Data provided
╔══
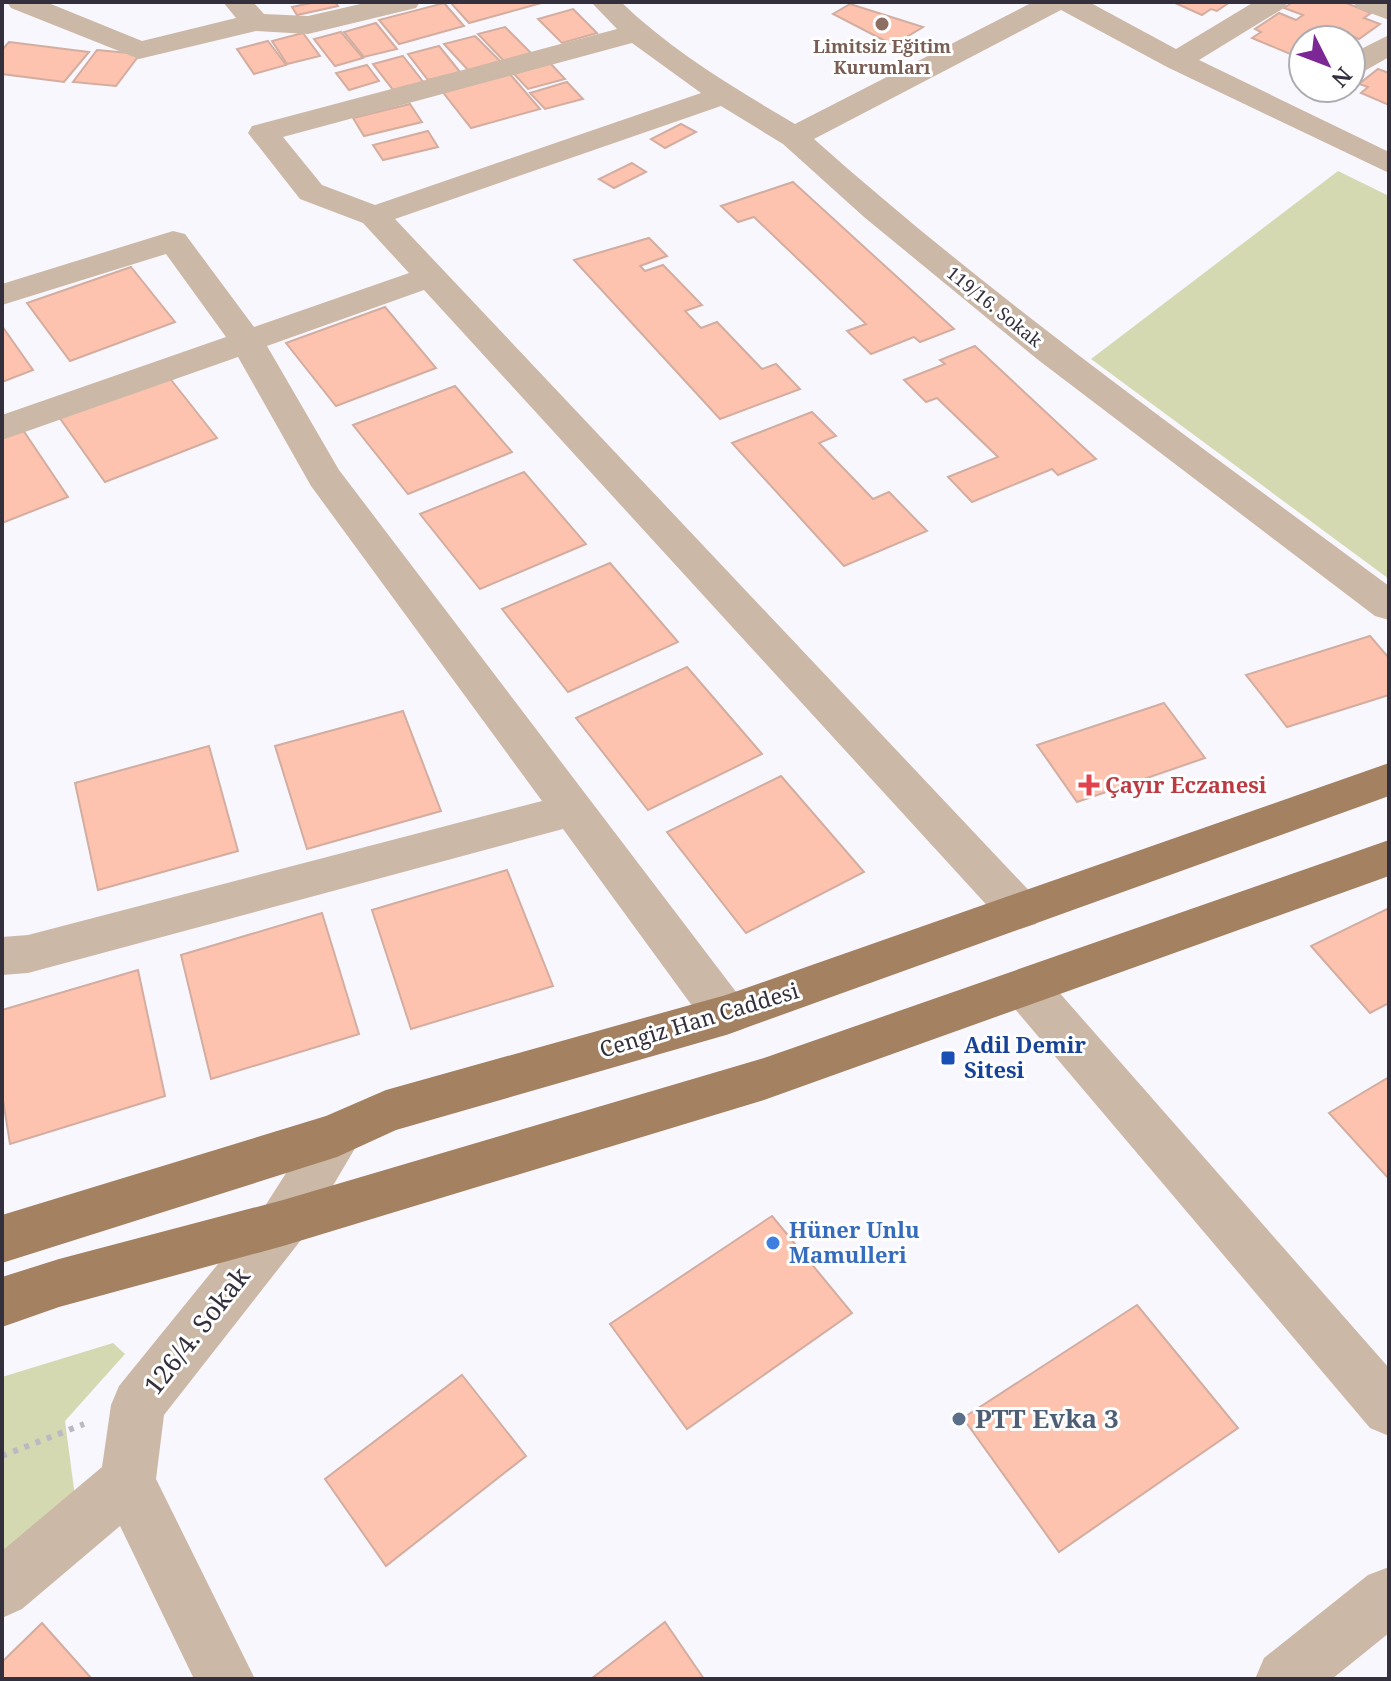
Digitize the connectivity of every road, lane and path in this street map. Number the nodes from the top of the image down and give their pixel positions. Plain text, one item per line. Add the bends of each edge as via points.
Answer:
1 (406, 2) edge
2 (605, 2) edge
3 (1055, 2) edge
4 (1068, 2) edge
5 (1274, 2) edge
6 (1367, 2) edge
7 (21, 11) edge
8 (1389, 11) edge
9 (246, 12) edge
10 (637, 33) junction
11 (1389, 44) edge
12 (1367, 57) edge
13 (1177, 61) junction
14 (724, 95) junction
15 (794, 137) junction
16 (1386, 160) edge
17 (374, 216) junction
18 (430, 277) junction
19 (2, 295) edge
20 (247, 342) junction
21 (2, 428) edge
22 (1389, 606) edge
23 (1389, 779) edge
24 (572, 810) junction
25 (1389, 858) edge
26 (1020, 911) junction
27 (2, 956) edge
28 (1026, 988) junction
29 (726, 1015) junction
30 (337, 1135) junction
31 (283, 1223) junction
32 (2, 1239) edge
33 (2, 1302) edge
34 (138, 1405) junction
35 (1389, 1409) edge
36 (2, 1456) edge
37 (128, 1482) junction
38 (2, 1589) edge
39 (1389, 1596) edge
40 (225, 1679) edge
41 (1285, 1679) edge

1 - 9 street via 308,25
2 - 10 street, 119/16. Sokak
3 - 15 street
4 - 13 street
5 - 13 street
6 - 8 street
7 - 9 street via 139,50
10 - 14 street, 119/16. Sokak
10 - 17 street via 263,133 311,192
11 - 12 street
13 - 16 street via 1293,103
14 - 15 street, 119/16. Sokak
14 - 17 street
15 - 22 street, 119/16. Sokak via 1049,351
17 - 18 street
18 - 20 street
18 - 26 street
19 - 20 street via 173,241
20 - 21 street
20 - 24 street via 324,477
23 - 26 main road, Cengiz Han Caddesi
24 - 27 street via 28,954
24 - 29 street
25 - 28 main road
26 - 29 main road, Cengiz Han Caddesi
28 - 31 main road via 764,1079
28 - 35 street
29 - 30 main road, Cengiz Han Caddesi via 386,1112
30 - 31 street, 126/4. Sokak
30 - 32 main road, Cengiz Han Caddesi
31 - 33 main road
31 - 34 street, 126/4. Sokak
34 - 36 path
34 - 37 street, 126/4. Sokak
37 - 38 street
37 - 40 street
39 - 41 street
╚══
╔══
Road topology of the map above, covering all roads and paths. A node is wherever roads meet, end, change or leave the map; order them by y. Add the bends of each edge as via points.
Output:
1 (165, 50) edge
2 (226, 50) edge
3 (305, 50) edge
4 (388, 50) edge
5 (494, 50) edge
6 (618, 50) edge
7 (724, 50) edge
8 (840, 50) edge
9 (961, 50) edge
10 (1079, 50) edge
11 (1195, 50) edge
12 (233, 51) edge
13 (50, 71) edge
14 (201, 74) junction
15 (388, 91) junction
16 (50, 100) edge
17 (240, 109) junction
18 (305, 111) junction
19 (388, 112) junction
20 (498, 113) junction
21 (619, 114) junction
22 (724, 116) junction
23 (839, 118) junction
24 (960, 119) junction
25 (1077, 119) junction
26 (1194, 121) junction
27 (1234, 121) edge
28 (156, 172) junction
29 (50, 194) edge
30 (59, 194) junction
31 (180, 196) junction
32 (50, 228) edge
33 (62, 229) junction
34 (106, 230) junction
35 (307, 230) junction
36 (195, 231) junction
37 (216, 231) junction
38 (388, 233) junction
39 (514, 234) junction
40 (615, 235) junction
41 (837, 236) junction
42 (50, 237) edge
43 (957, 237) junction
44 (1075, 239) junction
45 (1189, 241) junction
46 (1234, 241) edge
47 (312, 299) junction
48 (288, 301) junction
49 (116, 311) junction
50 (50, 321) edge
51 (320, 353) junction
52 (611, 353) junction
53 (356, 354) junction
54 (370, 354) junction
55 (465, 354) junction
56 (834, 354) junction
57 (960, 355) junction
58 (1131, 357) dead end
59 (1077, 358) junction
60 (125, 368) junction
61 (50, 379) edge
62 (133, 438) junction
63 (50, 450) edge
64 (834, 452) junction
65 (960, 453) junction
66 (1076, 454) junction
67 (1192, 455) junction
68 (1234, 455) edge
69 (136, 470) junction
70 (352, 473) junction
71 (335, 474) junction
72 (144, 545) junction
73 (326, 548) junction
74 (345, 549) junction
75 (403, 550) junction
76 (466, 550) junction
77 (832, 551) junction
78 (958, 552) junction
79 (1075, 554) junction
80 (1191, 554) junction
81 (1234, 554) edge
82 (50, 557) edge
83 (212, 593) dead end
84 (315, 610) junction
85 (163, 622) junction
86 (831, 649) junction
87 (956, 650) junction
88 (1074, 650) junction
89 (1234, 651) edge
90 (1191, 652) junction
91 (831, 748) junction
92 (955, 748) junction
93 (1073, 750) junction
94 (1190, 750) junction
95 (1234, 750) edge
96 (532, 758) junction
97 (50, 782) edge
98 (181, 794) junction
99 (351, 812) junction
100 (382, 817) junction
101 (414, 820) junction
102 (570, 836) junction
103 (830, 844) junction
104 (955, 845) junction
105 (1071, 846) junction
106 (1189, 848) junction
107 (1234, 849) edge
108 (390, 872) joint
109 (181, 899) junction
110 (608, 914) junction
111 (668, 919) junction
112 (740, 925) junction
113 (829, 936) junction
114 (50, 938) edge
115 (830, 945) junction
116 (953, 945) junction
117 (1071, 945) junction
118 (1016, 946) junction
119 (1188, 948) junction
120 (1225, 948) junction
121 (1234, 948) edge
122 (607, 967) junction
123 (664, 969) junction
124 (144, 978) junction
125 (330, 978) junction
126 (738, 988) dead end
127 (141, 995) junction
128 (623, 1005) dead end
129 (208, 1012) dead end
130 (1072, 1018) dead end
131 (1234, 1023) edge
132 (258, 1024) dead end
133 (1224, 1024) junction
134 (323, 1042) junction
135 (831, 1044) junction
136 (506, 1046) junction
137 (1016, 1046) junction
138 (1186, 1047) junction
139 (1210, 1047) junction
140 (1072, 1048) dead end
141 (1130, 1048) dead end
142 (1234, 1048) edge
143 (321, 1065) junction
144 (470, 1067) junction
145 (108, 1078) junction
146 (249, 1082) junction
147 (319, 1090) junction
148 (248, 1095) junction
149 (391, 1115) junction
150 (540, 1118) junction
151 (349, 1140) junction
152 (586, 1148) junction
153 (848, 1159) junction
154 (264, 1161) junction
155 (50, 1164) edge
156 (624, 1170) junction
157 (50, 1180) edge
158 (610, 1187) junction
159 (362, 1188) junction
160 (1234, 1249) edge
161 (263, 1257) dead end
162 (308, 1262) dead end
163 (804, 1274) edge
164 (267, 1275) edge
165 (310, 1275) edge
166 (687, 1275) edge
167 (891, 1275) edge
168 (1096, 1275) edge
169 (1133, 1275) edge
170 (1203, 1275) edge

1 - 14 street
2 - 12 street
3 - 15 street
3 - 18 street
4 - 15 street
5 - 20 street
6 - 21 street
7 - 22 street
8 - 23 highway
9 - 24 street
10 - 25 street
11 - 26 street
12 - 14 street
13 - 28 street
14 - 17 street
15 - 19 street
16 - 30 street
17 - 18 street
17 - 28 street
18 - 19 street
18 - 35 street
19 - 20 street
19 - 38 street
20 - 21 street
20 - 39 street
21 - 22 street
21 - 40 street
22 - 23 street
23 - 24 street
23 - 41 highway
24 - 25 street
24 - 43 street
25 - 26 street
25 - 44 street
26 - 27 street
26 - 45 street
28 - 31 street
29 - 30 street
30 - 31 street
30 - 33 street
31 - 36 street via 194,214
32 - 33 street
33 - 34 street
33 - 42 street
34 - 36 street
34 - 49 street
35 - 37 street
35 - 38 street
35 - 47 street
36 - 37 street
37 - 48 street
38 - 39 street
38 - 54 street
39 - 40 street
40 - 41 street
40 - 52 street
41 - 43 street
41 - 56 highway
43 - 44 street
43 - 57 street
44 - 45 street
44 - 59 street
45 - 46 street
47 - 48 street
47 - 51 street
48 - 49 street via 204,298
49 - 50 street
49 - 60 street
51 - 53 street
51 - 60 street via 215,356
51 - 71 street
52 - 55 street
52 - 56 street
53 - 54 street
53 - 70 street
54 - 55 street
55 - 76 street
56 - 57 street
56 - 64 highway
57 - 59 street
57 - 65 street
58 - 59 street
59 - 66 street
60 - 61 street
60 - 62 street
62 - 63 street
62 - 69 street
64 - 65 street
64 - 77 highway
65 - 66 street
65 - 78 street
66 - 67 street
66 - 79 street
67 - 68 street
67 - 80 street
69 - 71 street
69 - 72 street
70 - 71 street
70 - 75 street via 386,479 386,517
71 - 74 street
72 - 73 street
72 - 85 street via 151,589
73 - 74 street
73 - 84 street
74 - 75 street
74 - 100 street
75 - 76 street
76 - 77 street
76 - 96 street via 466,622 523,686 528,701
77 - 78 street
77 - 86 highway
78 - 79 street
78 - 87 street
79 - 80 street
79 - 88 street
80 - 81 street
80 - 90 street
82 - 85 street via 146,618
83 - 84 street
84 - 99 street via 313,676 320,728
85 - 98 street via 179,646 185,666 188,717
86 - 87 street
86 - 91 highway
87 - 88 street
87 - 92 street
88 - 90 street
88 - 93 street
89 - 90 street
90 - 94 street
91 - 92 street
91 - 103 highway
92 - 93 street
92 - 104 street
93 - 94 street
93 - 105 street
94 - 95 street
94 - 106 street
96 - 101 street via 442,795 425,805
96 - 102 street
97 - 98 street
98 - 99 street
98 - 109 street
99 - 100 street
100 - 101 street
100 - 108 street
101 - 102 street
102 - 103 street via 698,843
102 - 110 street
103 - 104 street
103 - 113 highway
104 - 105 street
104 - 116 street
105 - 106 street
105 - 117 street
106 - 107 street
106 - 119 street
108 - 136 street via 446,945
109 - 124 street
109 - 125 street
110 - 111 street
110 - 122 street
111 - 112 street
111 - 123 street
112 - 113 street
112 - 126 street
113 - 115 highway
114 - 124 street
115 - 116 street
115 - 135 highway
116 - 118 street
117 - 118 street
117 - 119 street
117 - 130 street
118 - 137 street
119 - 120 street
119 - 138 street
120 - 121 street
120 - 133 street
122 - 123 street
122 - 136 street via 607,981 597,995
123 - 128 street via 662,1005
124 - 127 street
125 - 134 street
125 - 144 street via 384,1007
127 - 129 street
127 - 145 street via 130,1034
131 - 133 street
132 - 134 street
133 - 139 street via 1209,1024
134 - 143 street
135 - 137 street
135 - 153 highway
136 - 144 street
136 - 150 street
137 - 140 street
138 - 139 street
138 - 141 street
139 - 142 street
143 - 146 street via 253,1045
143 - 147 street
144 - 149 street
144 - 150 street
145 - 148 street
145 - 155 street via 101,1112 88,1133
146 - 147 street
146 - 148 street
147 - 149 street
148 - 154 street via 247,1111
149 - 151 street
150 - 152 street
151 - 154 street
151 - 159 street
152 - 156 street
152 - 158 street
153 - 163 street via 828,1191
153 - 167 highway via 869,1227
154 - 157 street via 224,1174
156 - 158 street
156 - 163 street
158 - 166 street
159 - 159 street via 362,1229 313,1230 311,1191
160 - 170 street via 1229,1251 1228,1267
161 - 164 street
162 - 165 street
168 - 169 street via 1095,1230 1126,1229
╚══
╔══
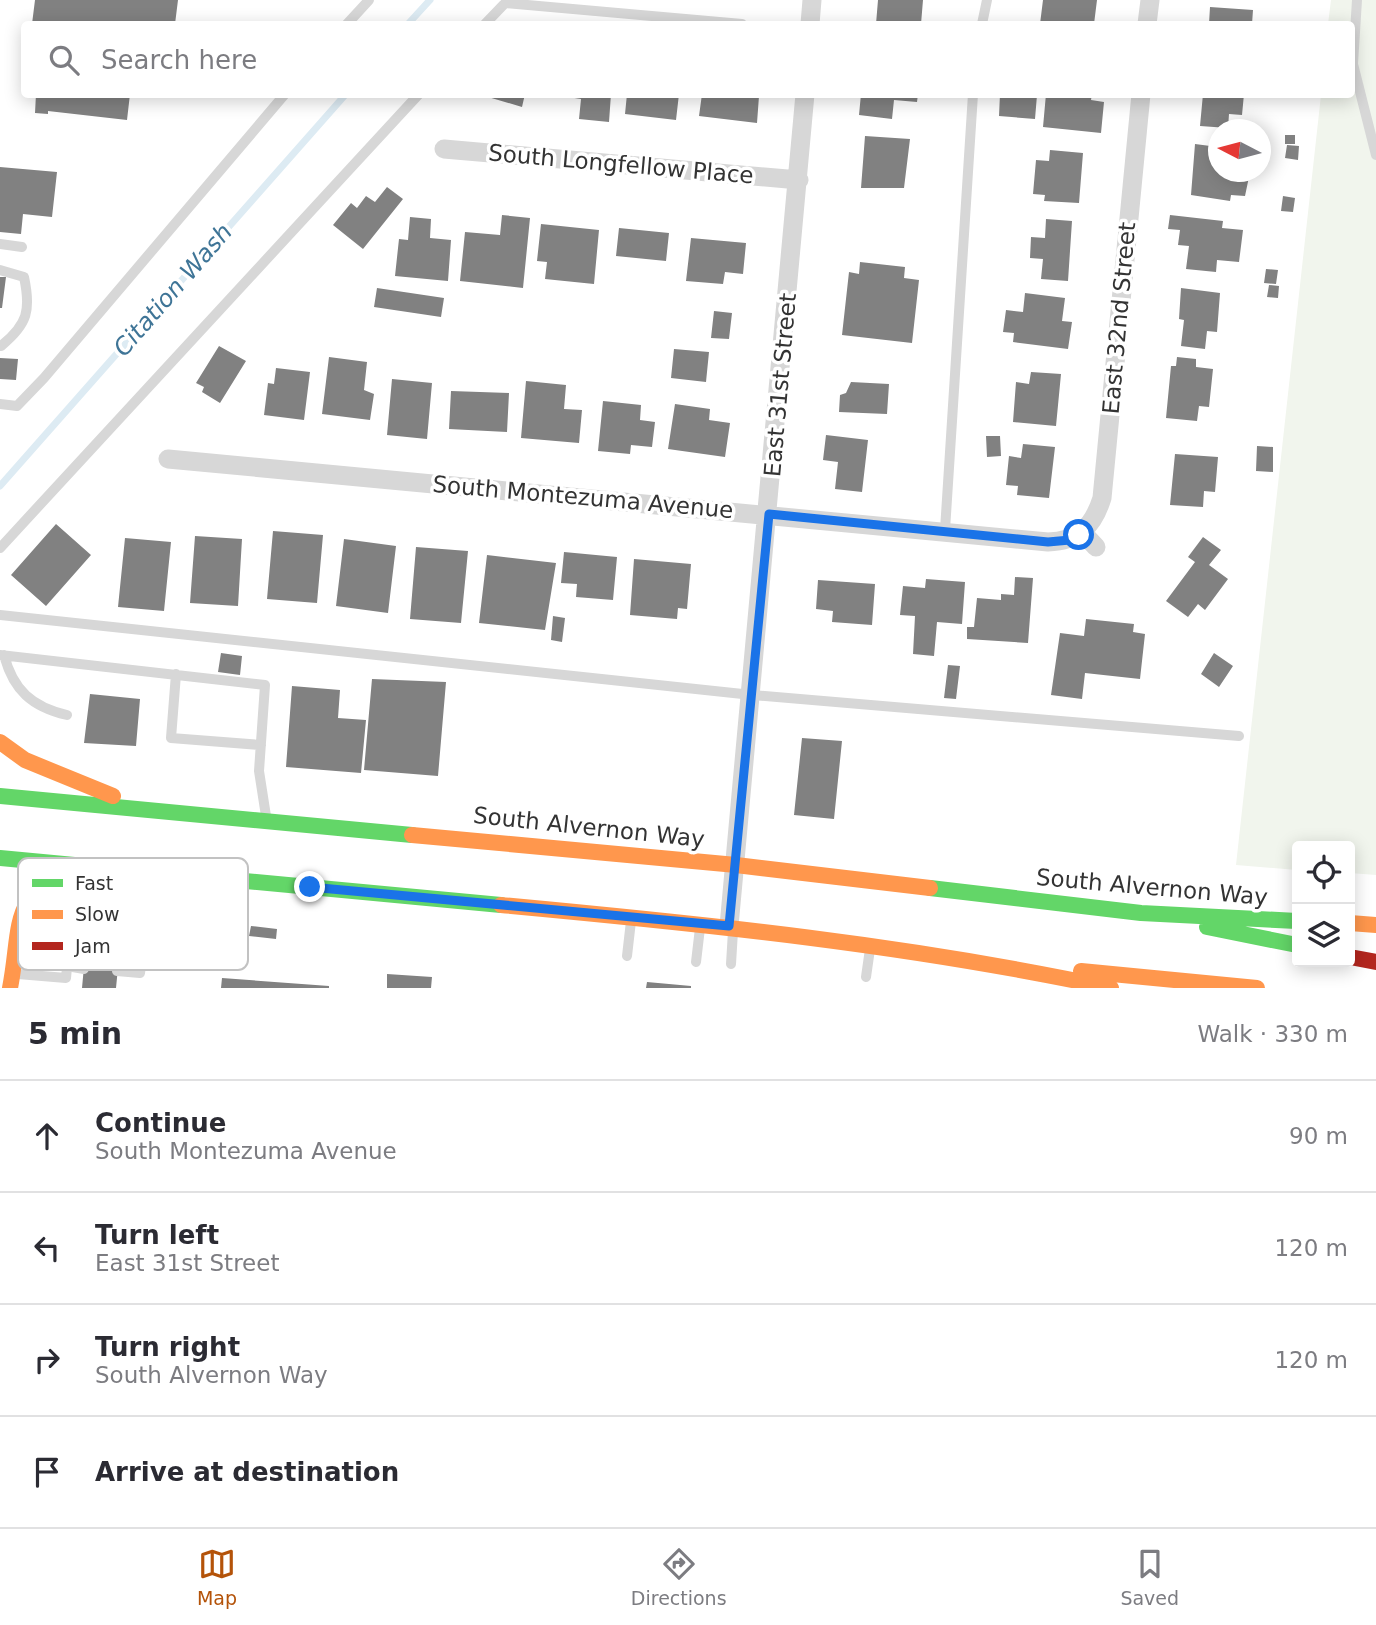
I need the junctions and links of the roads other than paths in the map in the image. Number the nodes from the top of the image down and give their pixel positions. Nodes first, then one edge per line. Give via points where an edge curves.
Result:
╚══
Task directions
Scan the preceding listing for the string "each" and copy every line where it occurs.

Exercise solution
Digitize the connectivity of every road, lane and path in this street map. Number the nodes from the top of the image down and give their pixel positions. Plain text, one item per line. Add the bends of each edge as via points.
Road topology of the map above, covering all roads and paths. A node is wherever roads meet, end, change or leave the map; order them by y. Add the bends of each edge as via points.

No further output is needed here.